Dewan Pers Tegaskan Kewenangannya Sesuai UU

Dewan Pers Tegaskan Kewenangannya Sesuai UU

NERACA

Jakarta - Dewan Pers (DP) menegaskan kewenangannya dalam membuat sejumlah peraturan terkait dunia kewartawanan dan penerbitan media massa itu sesuai undang-undang (UU) pers.

"Sangat berwenang, karena kan DP memfasilitasi masyarakat, di dalam memfasilitasi itu masyarakat membuat peraturan. Sebenarnya bukan DP yg membuat peraturan, tapi bentuknya diserahkan, kan enggak mungkin misalnya satu organisasi mengeluarkan peraturan. Jadi, yang mengeluarkan adalah lembaga yang menaungi semua (organisasi pers)," ujar Sekjen Persatuan Wartawan Indonesia (PWI) Pusat, Wina Armada di Pengadilan Negeri Jakpus, Rabu (5/12).

Wina menyampaikan kekuatan hukum bagi DP untuk mengeluarkan peraturan diatur dalam UU Pers nomor 40 tahun 1999 pasal 15 ayat 2 huruf F yang berbunyi memfasilitasi organisasi-organisasi pers dalam menyusun peraturan-peraturan di bidang pers dan meningkatkan kualitas profesi kewartawanan.

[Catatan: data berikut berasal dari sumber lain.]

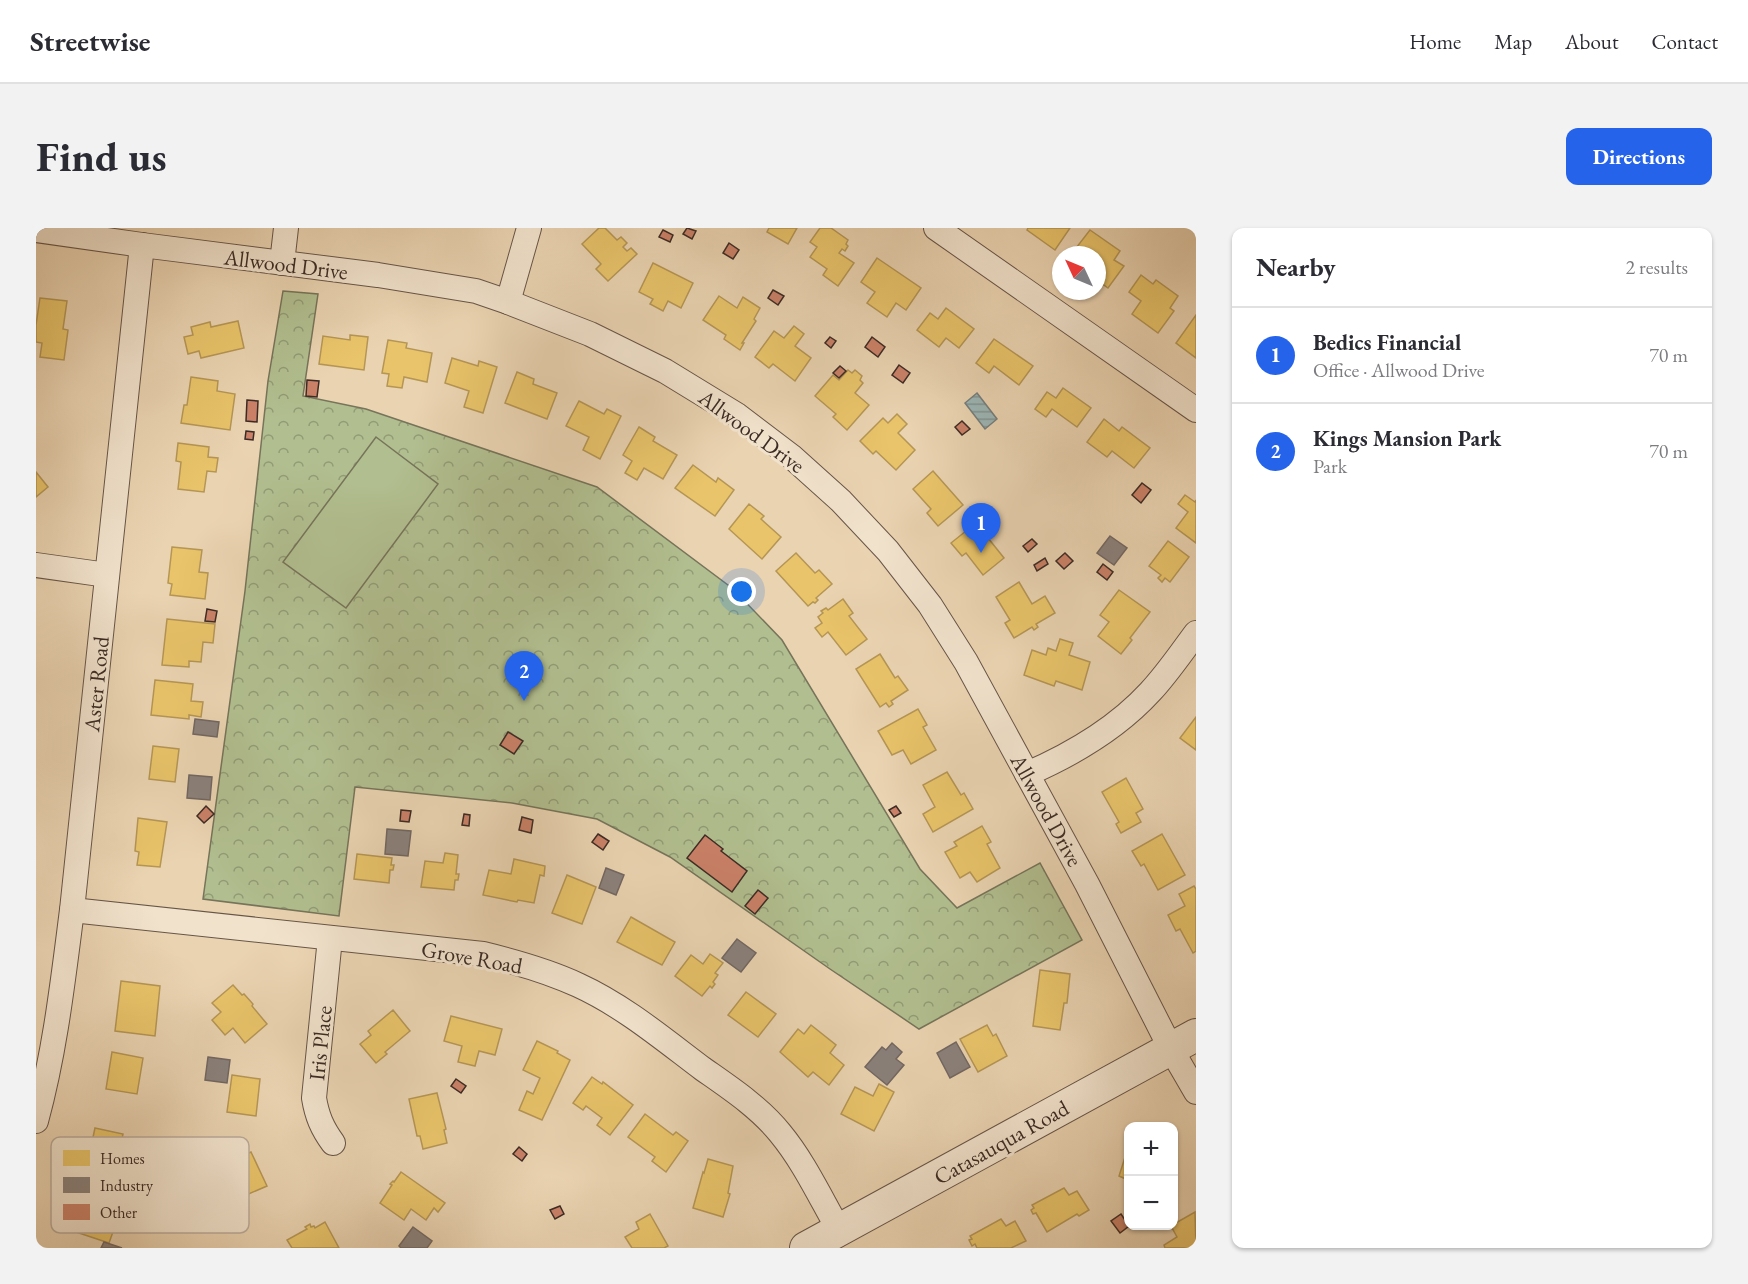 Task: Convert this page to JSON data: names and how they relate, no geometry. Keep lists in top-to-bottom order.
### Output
{
  "streets": {
    "street": [
      "Allwood Drive",
      "Aster Road",
      "Grove Road",
      "Iris Place",
      "Catasauqua Road"
    ]
  },
  "crossings": [
    ["Allwood Drive", "Aster Road"],
    ["Allwood Drive", "Catasauqua Road"],
    ["Aster Road", "Grove Road"],
    ["Grove Road", "Iris Place"],
    ["Grove Road", "Catasauqua Road"]
  ],
  "legend": ["Homes", "Industry", "Other"],
  "north": "top left",
  "page": {
    "header": "Streetwise",
    "nav": [
      "Home",
      "Map",
      "About",
      "Contact"
    ],
    "buttons": "Directions",
    "title": "Find us",
    "heading": ["Nearby", "2 results"],
    "list": [
      {
        "mark": "1",
        "name": "Bedics Financial",
        "note": "Office · Allwood Drive",
        "value": "70 m"
      },
      {
        "mark": "2",
        "name": "Kings Mansion Park",
        "note": "Park",
        "value": "70 m"
      }
    ],
    "pins": ["1", "2"],
    "map_buttons": ["+", "−"]
  }
}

Hal itu dimaknai sebagai kewenangan DP untuk membentuk peraturan, seperti standar kompetensi wartawan (SKW) dan kode etik jurnalistik.

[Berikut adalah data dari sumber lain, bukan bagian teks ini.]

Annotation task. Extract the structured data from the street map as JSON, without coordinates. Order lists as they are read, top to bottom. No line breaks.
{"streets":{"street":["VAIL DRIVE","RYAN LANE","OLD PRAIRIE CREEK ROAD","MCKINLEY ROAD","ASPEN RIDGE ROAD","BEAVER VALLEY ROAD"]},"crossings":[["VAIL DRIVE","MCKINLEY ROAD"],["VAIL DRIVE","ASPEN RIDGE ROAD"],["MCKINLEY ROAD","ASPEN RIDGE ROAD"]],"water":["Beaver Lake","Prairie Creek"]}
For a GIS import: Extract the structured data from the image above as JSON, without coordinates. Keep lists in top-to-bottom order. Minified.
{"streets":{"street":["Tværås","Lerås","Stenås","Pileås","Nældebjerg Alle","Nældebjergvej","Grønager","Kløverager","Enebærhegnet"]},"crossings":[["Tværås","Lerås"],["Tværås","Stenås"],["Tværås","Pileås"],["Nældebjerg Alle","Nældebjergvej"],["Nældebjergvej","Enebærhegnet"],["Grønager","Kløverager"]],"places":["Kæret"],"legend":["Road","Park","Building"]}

Peraturan ditegakkan bagi wartawan supaya wartawan tidak sembarangan dalam menulis berita dan memiliki etika yang bagus mengingat profesi wartawan sebagai profesi yang menuntut memiliki kemampuan teknikal di bidangnya demi kepentingan publik.

Wina mencontohkan kasus seperti tidak netralnya wartawan dalam melaporkan berita, menulis pernyataan yang seharusnya tidak boleh dicatut (off the record), memberitakan hal yang sama berulang kali tanpa kutipan akurat dan tindakan pemerasan oleh oknum yang mengatasnamakan pers.

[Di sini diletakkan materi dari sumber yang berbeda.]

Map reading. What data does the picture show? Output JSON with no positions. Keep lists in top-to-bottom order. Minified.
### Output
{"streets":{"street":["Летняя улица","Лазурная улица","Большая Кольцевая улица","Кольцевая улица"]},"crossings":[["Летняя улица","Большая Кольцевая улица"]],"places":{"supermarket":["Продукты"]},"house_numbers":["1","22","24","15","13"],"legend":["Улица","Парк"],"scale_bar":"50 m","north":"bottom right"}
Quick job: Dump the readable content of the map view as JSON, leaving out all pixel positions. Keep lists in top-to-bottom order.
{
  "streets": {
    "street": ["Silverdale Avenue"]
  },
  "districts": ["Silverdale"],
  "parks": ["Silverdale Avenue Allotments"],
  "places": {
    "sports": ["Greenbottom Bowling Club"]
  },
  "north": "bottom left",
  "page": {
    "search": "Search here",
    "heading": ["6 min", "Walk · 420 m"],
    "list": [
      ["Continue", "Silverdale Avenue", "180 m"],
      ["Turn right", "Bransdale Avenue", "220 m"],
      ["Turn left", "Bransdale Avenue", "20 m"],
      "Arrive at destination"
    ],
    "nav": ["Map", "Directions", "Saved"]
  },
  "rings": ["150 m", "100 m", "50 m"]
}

Kode Etik Jurnalistik "Mahkota" Bagi Wartawan

Kemudian Dewan Pers menyebut kode etik jurnalistik sebagai "mahkota" bagi wartawan karena mengatur pers dalam menyajikan informasi untuk kepentingan publik. Wina mengatakan kode etik jurnalistik dibuat untuk mengatur segala kewajiban wartawan.

"Seperti halnya wartawan yang seharusnya tidak menulis jika ada kasus hakim kena korupsi, tapi dia tuliskan. Ada hakim yang diperiksa Komisi Pemberantas Korupsi (KPK) dan bersih sekali, tapi pers tidak memberitakannya. Padahal harusnya pers itu "balance". Kode etik ini adalah mahkota buat wartawan," jelas Wina.

Menurut Wina, pers yang tidak mengerti kode etik maka dia melanggar bahkan menginjak-injak profesi wartawan. Di Indonesia, kode etik jurnalistik memiliki posisi yang unik karena secara etis diatur dan disahkan oleh hampir semua organisasi wartawan, organisasi perusahaan pers dan lain sebagainya.

Namun, kode etik jurnalistik juga diatur dalam UU pers nomor 40 tahun 1999 yaitu dalam pasal 7 ayat 2 disebut bahwa wartawan wajib memiliki kode etik dan menaati kode."Jadi, pembuatan etika ini ada dua, kekuatan yuridis dan etis. Maka pelanggaran pada etika adalah pelanggaran terhadap yuridis dan etika. Maka UU pers menjadikan kode etik mahkota bagi wartawan," tukas dia.

Kemerdekaan pers, jelas Wina, merupakan milik rakyat sebagai bagian cerminan supremasi kedaulatan rakyat. Pers diberikan amanat untuk menjalankan kemerdekaan pers, bukan sesuatu yang bisa anarki terhadap hukum, tapi menghormati supremasi hukum disebut dalam UU pers. 

Sebelumnya, Dewan pers digugat karena penggugat menilai dewan pers tidak punya otoritas atau kewenangan mengeluarkan Peraturan Dewan Pers (PerDP), termasuk soal Standar Kompetensi Wartawan (SKW), Standar Perusahaan Pers, Standar Organisasi Wartawan, Kode Etik Jurnalistik dan lain sebagainya.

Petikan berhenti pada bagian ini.